Targeting the electric field of blood vessels for the treatment of vascular disease

Small electric fields are present throughout living tissues and are critical for the proper functioning of the body from heart beats to memory. Alterations within electric fields play pivotal roles in the body?s response to injury and wound healing. During vascular injury, the body tries to repair its tears in the blood vessel, but this can sometimes lead to excessive healing and cause the blood vessel to become occluded. If this occurs in the coronary arteries supplying blood to the heart, it can lead to coronary heart disease, the single most common cause of death in the UK. This study proposes to characterise the changes in the electric field during vascular injury and develop new therapies for coronary heart disease based on the application of small electric fields.

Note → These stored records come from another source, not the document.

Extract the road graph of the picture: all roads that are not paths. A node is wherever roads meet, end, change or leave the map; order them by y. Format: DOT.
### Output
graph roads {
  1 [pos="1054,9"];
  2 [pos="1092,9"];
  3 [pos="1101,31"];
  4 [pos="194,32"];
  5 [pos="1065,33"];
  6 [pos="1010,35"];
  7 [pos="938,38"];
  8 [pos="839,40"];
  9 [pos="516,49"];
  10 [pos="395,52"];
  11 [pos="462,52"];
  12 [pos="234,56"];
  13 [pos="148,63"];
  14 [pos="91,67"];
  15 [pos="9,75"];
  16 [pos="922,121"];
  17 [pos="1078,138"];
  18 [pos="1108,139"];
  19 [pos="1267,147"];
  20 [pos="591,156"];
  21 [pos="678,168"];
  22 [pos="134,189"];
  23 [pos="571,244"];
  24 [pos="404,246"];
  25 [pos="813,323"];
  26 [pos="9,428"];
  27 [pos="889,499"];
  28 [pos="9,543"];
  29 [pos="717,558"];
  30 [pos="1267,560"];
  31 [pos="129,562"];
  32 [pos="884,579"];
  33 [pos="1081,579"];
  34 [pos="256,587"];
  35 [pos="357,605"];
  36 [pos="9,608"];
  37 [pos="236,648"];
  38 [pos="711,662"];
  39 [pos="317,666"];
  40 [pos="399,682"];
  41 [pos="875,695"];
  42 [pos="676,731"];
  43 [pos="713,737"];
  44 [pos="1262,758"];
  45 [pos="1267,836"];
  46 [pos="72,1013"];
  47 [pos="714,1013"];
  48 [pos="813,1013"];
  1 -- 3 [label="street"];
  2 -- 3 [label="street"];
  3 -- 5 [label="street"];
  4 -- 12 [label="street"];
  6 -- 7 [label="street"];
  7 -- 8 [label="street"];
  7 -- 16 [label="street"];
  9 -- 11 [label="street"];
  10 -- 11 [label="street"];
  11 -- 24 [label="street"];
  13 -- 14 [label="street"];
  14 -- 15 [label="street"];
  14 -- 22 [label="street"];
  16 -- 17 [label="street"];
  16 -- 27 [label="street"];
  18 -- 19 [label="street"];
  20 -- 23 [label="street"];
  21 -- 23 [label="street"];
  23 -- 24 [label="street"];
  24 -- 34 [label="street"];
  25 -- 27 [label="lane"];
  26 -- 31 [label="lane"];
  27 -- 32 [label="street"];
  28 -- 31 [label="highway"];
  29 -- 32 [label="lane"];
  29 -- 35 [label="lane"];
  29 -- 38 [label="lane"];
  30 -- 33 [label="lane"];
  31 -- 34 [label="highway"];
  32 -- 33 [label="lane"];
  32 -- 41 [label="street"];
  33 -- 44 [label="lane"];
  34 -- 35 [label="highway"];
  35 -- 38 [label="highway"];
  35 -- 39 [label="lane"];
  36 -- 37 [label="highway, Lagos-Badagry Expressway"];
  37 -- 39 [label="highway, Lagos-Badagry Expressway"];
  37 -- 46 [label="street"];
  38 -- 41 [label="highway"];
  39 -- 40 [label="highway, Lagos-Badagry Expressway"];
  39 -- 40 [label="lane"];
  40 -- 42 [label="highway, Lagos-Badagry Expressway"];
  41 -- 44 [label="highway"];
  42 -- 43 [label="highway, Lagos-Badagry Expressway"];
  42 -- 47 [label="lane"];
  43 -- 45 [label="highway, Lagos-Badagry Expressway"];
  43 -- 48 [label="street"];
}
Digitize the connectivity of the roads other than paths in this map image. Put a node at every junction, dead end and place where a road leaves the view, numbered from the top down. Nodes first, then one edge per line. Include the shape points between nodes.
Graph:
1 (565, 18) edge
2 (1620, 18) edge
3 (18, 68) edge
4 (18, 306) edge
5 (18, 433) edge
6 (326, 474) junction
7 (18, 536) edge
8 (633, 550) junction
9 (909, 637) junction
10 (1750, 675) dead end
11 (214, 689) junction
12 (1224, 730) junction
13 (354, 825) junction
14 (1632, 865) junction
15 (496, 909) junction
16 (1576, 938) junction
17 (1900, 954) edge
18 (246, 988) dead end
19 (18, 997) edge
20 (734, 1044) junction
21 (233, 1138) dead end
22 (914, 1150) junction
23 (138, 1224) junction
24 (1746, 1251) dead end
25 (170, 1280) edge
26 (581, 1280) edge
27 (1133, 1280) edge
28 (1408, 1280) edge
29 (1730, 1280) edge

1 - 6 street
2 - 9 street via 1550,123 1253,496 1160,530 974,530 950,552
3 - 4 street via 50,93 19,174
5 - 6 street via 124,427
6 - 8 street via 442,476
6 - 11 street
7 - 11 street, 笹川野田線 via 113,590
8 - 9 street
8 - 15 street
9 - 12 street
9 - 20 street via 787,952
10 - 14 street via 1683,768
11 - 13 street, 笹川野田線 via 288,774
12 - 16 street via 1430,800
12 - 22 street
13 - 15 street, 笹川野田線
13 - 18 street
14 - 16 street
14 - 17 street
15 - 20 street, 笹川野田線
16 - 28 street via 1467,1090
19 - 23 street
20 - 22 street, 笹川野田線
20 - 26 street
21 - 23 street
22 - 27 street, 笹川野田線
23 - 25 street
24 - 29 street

Electric fields are found throughout living tissues, and are critical for the proper functioning of biological processes such as embryogenesis. Alterations within electric fields play pivotal roles in the cellular response to injury and enhanced migration and proliferation of individual cells. The endothelial layer of intact blood vessels acts as an electrical insulating layer resulting in the formation of a specific electric field. Injury to blood vessels damages this insulating layer and disrupts the electric field. These changes are thought to be important in the resulting excessive cell proliferation observed in vascular occlusion and disease. This study proposes to characterise the electric field in injured blood vessels and develop novel approaches to modulate this field. Once established, such technology will provide a potential treatment of vascular disease, such as coronary heart disease, without requiring chemical intervention.